*Work instructions*.
Go through the entries one line at a time, and gather every line that has the word "paths".

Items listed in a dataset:
==========

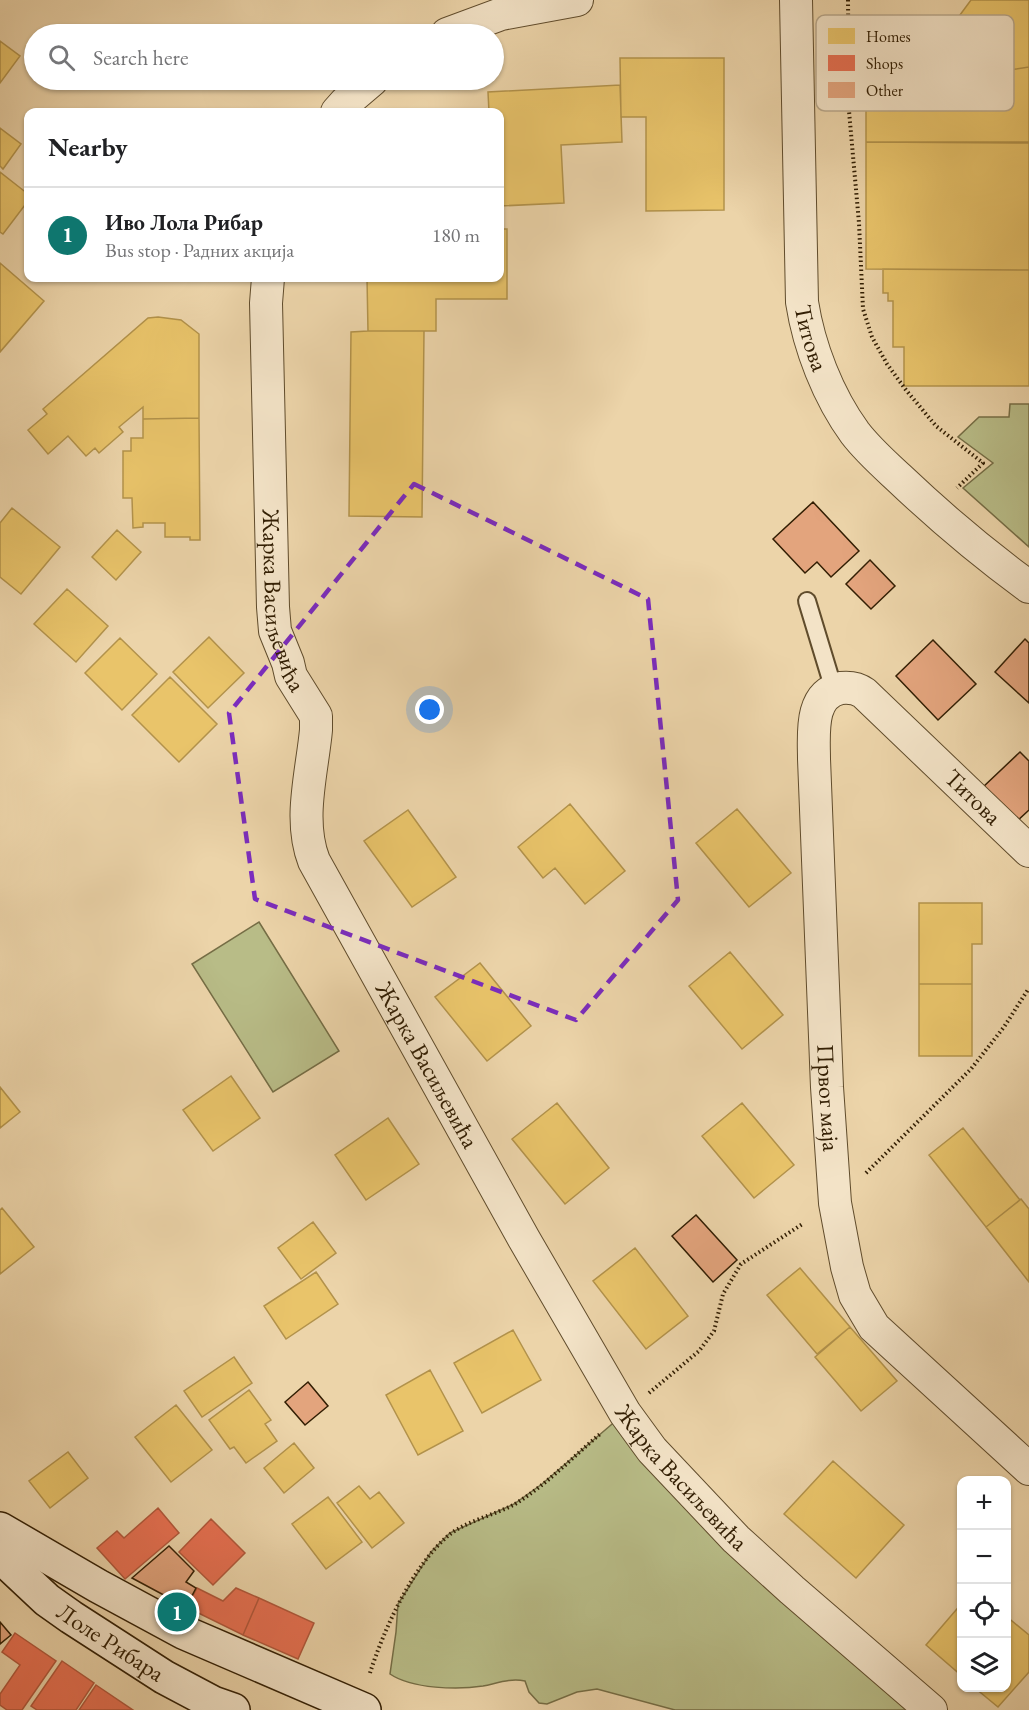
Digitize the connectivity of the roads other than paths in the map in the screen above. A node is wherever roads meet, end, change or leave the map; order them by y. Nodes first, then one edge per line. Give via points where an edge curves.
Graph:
1 (577, 0) edge
2 (796, 0) edge
3 (474, 24) edge
4 (360, 90) edge
5 (341, 108) edge
6 (268, 282) edge
7 (1029, 587) edge
8 (807, 601) dead end
9 (849, 691) junction
10 (1029, 851) edge
11 (1029, 1469) edge
12 (0, 1529) edge
13 (0, 1556) edge
14 (233, 1710) edge
15 (364, 1710) edge
16 (931, 1710) edge

1 - 3 street via 501,14
2 - 7 street, Титова via 802,302 807,331 820,365 842,412 864,444 938,513
4 - 5 street
6 - 16 street, Жарка Васиљевића via 273,608 275,631 291,676 316,716 306,816 314,861 625,1413 652,1450 736,1539
8 - 9 lane
9 - 10 street, Титова
9 - 11 street, Првог маја via 825,697 817,707 814,726 827,1088 835,1203 847,1267 855,1295 874,1327
12 - 15 main road via 183,1632
13 - 14 main road, Лоле Рибара via 71,1617 164,1677

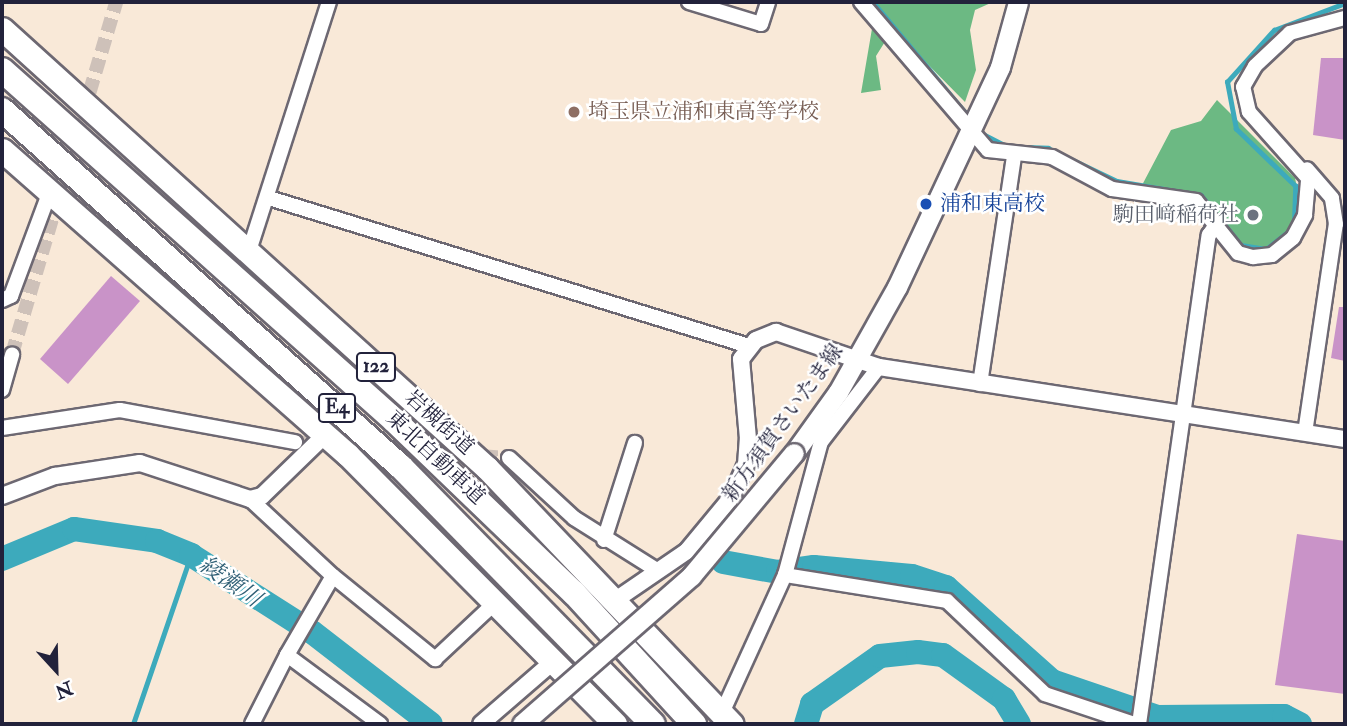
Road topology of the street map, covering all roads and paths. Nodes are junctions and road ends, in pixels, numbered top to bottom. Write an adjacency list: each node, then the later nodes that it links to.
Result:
1 (329, 2): 15 (street)
2 (689, 2): 3 (street)
3 (768, 2)
4 (861, 2): 10 (street)
5 (1018, 2): 10 (main road, 新方須賀さいたま線)
6 (1345, 18): 13 (street)
7 (2, 29): 17 (highway, 岩槻街道 / 122)
8 (2, 70): 51 (highway, 東北自動車道 / E4)
9 (2, 110): 50 (highway, 東北自動車道 / E4)
10 (970, 133): 12 (street); 21 (main road, 新方須賀さいたま線)
11 (2, 150): 14 (highway)
12 (1014, 157): 16 (street); 23 (street)
13 (1307, 169): 16 (street); 27 (street)
14 (50, 191): 18 (street); 28 (highway)
15 (268, 198): 17 (street); 19 (street)
16 (1217, 223): 25 (street)
17 (249, 251): 39 (highway, 岩槻街道 / 122)
18 (2, 300)
19 (749, 346): 21 (street); 36 (street)
20 (12, 354): 24 (street)
21 (858, 360): 22 (street); 48 (main road, 新方須賀さいたま線, bridge)
22 (879, 367): 23 (street); 37 (street)
23 (980, 384): 25 (street)
24 (2, 390)
25 (1184, 414): 27 (street); 43 (street)
26 (2, 428): 30 (street)
27 (1305, 433): 29 (street)
28 (325, 435): 34 (street); 40 (highway)
29 (1345, 439)
30 (295, 442)
31 (635, 443): 35 (street)
32 (509, 458): 35 (street)
33 (2, 496): 34 (street)
34 (250, 499): 38 (street)
35 (604, 540): 36 (street)
36 (658, 571): 39 (street)
37 (785, 575): 43 (street); 44 (street)
38 (333, 576): 40 (street); 41 (street)
39 (617, 599): 44 (highway, 岩槻街道 / 122)
40 (497, 601): 42 (highway)
41 (288, 655): 45 (street); 46 (street)
42 (555, 660): 47 (street); 49 (highway)
43 (1139, 718)
44 (727, 719)
45 (252, 724)
46 (380, 724)
47 (481, 724)
48 (522, 724)
49 (615, 724)
50 (653, 724)
51 (694, 724)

==========

*Output*.
Digitize the connectivity of the roads other than paths in the map in the screen above. A node is wherever roads meet, end, change or leave the map; order them by y. Nodes first, then one edge per line. Give via points where an edge curves.
Road topology of the street map, covering all roads and paths. Nodes are junctions and road ends, in pixels, numbered top to bottom. Write an adjacency list: each node, then the later nodes that it links to.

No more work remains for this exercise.